Freddie Steinmark: Faith, Family, Football
- Book cover, depicts Freddie Steinmark on the sideline of the Cotton Bowl January 1, 1970
- Authors: Bower Yousse and Thomas J. Cryan
- Language: English
- Genre: Biography
- Publisher: University of Texas Press
- Publication date: 1 September 2015
- Publication place: United States
- Media type: Print
- Pages: 287
- ISBN: 1477308210

= Freddie Steinmark: Faith, Family, Football =

2015 biography by Bower Yousse and Thomas J. Cryan

Freddie Steinmark: Faith, Family, Football is a 2015 non-fiction biography written by Bower Yousse and Thomas J. Cryan, and is the exploration of University of Texas football player Freddie Joe Steinmark’s brief life.

== Background and summary ==
Freddie Steinmark was starting safety for the undefeated University of Texas Longhorns in 1969. In the "Game of the Century" between Arkansas and Texas, Steinmark played with pain in his left leg.
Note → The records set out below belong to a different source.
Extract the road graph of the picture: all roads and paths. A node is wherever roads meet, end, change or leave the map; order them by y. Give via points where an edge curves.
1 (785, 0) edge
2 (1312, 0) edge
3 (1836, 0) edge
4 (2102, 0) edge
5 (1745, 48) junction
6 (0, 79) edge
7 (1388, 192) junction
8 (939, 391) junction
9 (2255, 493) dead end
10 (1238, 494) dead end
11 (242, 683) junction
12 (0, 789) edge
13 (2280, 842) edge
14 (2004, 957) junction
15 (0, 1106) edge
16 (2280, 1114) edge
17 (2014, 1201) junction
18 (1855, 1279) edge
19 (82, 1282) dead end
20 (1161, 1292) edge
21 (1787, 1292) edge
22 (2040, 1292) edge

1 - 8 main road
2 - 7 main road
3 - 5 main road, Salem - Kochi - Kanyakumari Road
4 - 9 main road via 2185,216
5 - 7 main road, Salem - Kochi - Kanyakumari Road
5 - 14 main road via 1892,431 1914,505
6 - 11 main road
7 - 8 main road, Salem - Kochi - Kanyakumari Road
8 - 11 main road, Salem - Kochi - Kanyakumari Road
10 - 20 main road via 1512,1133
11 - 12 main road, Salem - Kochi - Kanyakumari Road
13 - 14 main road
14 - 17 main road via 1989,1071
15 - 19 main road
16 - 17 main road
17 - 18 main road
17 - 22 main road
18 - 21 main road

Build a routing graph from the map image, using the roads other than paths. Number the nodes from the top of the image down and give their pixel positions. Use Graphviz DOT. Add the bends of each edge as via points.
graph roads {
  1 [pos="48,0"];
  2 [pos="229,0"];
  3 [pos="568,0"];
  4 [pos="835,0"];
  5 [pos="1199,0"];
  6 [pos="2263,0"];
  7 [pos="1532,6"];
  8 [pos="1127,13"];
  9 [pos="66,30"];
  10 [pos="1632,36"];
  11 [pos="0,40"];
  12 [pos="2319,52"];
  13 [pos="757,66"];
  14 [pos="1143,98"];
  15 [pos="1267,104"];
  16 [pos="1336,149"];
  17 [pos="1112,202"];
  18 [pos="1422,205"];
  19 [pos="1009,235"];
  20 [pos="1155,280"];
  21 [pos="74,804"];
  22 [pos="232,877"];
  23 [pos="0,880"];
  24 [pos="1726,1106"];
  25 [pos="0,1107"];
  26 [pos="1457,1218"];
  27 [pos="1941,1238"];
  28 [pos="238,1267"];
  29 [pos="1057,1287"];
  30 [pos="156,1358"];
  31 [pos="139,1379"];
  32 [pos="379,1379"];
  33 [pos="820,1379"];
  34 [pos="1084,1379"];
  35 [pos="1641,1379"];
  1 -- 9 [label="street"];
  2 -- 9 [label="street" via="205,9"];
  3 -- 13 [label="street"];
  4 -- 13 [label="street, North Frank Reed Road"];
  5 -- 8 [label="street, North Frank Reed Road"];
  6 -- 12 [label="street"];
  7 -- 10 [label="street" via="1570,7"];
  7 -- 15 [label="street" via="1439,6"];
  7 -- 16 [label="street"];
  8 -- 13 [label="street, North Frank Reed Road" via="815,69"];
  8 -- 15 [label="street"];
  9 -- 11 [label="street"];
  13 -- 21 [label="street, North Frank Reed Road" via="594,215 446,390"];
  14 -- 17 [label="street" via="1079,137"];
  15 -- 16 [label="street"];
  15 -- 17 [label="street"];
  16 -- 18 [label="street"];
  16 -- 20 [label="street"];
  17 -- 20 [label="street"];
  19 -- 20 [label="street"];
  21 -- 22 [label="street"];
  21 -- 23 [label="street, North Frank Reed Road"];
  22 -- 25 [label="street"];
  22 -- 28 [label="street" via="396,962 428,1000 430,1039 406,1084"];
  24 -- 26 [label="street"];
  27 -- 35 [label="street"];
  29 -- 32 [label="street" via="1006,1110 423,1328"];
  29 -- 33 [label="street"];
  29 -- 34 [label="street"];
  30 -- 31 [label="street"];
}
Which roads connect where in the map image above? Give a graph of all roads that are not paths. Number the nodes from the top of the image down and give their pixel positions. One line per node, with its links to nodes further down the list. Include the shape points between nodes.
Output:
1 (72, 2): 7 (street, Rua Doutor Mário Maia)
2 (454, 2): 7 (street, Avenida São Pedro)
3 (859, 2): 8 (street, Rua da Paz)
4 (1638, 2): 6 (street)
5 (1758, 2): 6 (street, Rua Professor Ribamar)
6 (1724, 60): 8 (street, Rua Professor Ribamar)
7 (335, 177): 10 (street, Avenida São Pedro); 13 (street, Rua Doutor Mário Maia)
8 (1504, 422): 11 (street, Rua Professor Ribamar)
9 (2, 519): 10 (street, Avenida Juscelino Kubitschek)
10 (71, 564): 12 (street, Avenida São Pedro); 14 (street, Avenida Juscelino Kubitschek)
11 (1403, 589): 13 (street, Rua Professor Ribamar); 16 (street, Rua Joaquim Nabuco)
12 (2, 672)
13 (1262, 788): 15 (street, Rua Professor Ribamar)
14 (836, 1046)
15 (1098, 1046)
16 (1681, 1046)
Two days after the game, X-rays showed a possible tumor, and four days after that, a biopsy and surgery to amputate his leg revealed a cancerous growth. An undersized player, Steinmark had quickly become a fan favorite at Texas.

== Major themes ==
Freddie Steinmark, Faith, Family, Football addresses several aspects of living, including the application of one's practice of faith to the everyday tasks of life, in Steinmark's case, his Catholic faith, as exemplified by the discipline, commitment, and perseverance of praying the rosary daily, and in turn applying these elements to the classroom and the practice field; and then relying on that faith when facing one's mortality, in Steinmark's story, as a young man.

== Films ==
Freddie Steinmark: Faith, Family, Football coincides with the major motion picture My All American, starring Aaron Eckhart as Texas Coach Darrell Royal and Finn Wittrock as Freddie Steinmark.

== Articles ==
The Austin American Statesman, in an article by Jane Sumner, said that “The Authors . . . capture Freddie’s cheerful essence, vividly recreates key games and posits his life against the canvas of history.” The Fort Worth Star-Telegram listed the book as "New and Notable". “Will All the Pages Have a Burnt Orange Hue,” is an article by Jan Buchholz, in the Austin Business Journal, and describes the book as a chronicle of the story of the safety.